Heller: Asking how we can show up for you in your entirety. Making sure that I’m centering what you need and who you are. Generations before, color blindness was key to being inclusive but that denies huge parts of who people are–denying culture, history, and the political implications of who you are. A supervisor, interviewer, an executive at a company asking that question lets the worker know you’re seeing them.
Weaver: What is one thing I need to avoid doing or saying?
Heller: Our generations are noticing that there are toxic work environments where your quality of like or your evaluations are based on productivity: how much did you produce for us this week? You don’t build an enterprise without other folks. You need to make sure that you’re investing in folks that are here in the now and letting them know. I’m here for you as a person. I don’t want to rate you as doing a good job this week because you completed 50 tasks and then not tell employee B that they also did a good job because they only completed 25. That person may have had a grandmother that passed away due to a cancer fight that person may have just had a rough day. We want to make sure that we’re holding people accountable, but we also have to humanize folks.

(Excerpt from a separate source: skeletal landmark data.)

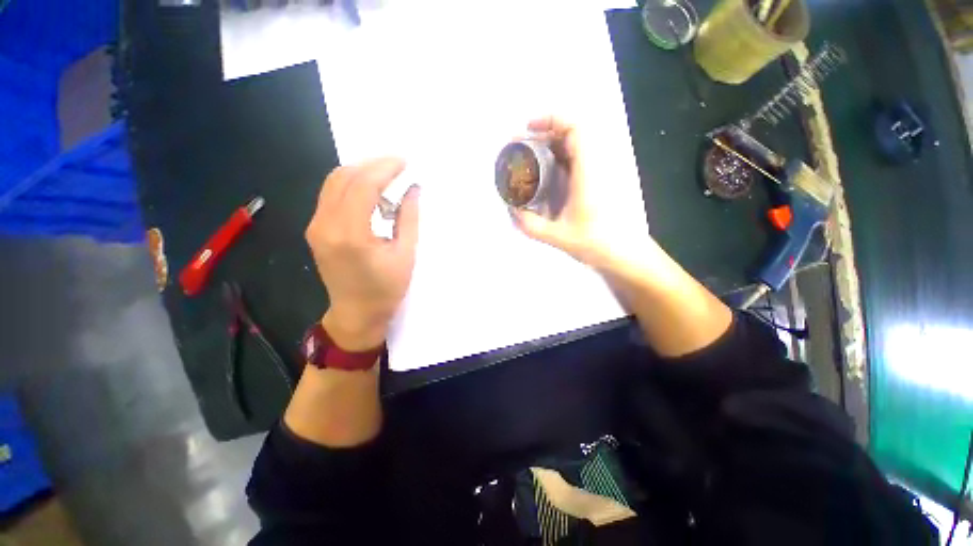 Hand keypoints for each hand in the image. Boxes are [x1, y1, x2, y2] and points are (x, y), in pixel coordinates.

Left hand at [305, 158, 418, 350]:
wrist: (356, 313)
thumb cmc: (386, 290)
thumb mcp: (405, 255)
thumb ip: (408, 218)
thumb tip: (412, 189)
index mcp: (351, 234)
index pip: (363, 185)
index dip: (385, 168)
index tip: (405, 162)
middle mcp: (326, 224)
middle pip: (344, 177)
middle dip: (373, 165)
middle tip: (398, 165)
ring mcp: (316, 226)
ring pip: (334, 182)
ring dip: (361, 172)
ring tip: (386, 175)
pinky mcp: (316, 229)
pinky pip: (331, 195)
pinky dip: (351, 185)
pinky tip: (370, 191)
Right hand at [513, 116, 618, 269]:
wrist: (622, 253)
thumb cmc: (595, 243)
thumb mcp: (558, 236)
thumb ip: (531, 225)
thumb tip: (512, 210)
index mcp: (587, 173)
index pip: (576, 129)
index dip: (552, 120)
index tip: (528, 128)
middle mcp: (593, 167)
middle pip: (570, 134)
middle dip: (542, 133)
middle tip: (519, 147)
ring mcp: (594, 173)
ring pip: (571, 147)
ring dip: (548, 146)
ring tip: (525, 158)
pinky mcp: (593, 182)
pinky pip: (573, 161)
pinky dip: (555, 159)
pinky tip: (541, 173) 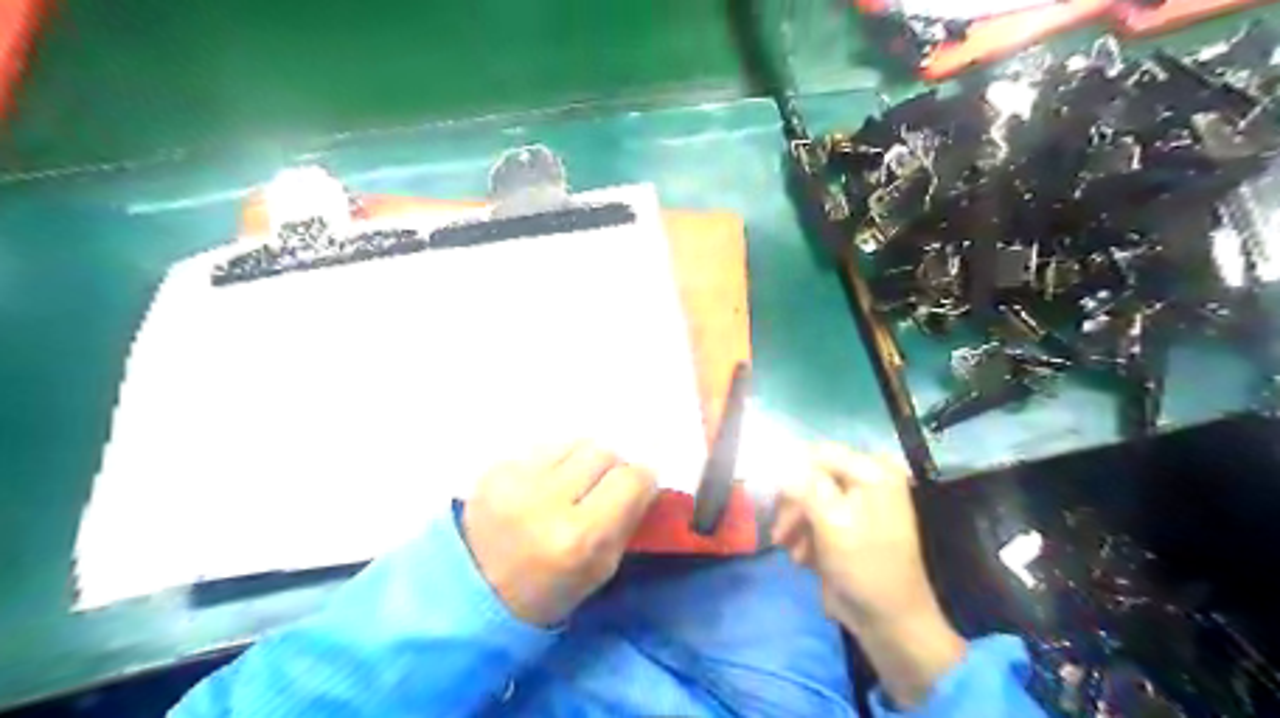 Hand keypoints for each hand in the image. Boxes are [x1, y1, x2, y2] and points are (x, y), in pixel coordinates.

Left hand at [463, 443, 658, 629]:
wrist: (470, 591)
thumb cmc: (547, 591)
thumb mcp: (600, 570)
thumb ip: (627, 520)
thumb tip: (644, 480)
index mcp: (579, 537)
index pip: (632, 478)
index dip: (641, 482)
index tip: (636, 491)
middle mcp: (547, 500)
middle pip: (604, 452)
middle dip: (611, 469)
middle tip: (601, 491)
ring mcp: (516, 479)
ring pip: (575, 442)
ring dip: (581, 461)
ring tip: (569, 486)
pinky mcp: (495, 468)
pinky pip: (544, 447)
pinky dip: (553, 463)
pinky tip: (541, 487)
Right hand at [763, 444, 965, 706]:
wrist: (889, 621)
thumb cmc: (864, 567)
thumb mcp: (832, 522)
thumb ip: (806, 486)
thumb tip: (780, 461)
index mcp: (873, 472)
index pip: (820, 453)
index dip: (791, 470)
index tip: (768, 494)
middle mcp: (869, 480)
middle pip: (814, 476)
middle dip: (793, 504)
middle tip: (779, 532)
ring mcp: (860, 503)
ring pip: (811, 498)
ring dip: (796, 523)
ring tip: (789, 550)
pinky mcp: (850, 526)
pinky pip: (818, 517)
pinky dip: (806, 534)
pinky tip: (802, 557) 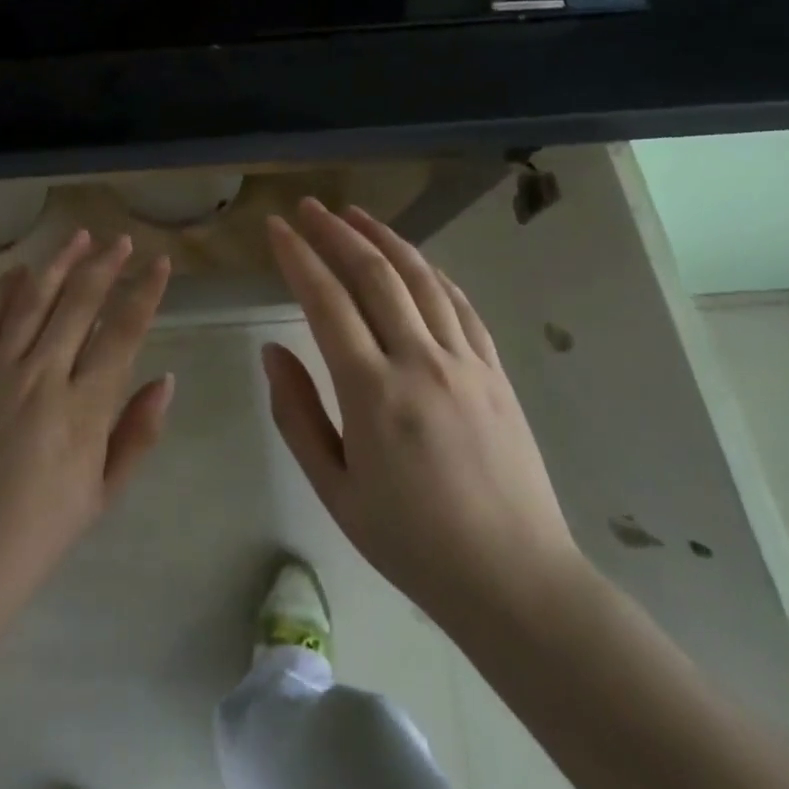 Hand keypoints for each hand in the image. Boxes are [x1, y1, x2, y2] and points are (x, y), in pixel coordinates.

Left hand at [0, 230, 173, 625]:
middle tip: (121, 240)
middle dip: (105, 265)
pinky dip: (2, 293)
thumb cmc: (38, 536)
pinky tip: (18, 272)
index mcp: (83, 410)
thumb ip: (137, 433)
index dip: (144, 292)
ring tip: (79, 236)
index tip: (159, 263)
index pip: (123, 333)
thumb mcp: (102, 494)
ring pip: (32, 302)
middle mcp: (41, 378)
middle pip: (79, 304)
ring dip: (58, 264)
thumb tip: (166, 379)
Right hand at [263, 199, 585, 640]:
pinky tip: (414, 259)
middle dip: (336, 233)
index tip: (276, 227)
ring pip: (421, 278)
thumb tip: (272, 350)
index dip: (298, 257)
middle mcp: (420, 362)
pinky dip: (431, 271)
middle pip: (374, 274)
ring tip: (355, 214)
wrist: (515, 581)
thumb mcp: (334, 489)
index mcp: (372, 392)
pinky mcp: (496, 372)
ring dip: (384, 238)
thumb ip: (297, 413)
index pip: (326, 301)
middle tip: (308, 207)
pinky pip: (460, 305)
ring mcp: (465, 362)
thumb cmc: (411, 542) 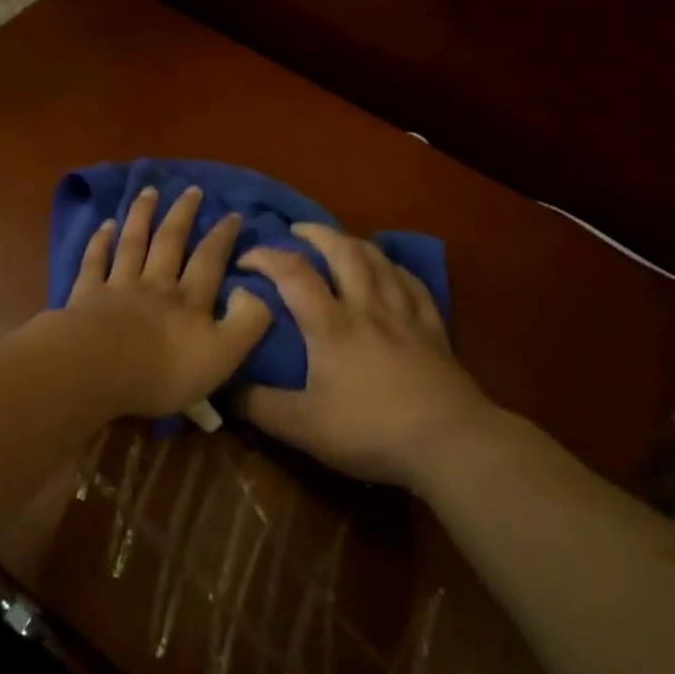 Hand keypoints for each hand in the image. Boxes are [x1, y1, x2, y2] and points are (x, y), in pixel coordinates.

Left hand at [61, 185, 272, 417]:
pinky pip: (94, 262)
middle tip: (191, 190)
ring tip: (149, 192)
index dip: (222, 237)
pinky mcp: (86, 296)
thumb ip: (247, 322)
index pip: (210, 260)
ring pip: (133, 244)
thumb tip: (258, 291)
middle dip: (182, 215)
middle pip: (170, 242)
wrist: (99, 371)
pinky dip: (100, 242)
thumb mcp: (223, 355)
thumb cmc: (164, 371)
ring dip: (142, 216)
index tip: (232, 213)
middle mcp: (156, 285)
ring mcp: (119, 287)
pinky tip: (105, 225)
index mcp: (189, 300)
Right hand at [237, 224, 492, 487]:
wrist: (449, 442)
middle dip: (317, 233)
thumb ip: (260, 406)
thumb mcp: (303, 427)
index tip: (247, 258)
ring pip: (380, 261)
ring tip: (340, 243)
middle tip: (298, 231)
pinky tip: (391, 272)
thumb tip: (224, 388)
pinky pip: (413, 284)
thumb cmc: (371, 431)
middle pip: (344, 251)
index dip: (266, 257)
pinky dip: (396, 269)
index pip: (293, 273)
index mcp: (332, 325)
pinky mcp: (433, 329)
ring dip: (355, 244)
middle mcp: (367, 307)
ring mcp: (405, 315)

Weaver: What do you think would be the most impactful way that an individual could address a person that’s white centering?
Heller: Calling people in versus calling them out. You can pull them in and speak to them if you’re a white employee recognizing a harmful act being perpetrated by another white employee to someone of color or a woman or any minority group in the workplace. I would also approach the employee that you’re worried or concerned for. Instead of speaking up for them ask how they need to be advocated for as well. Having that type of conversation with people is critical.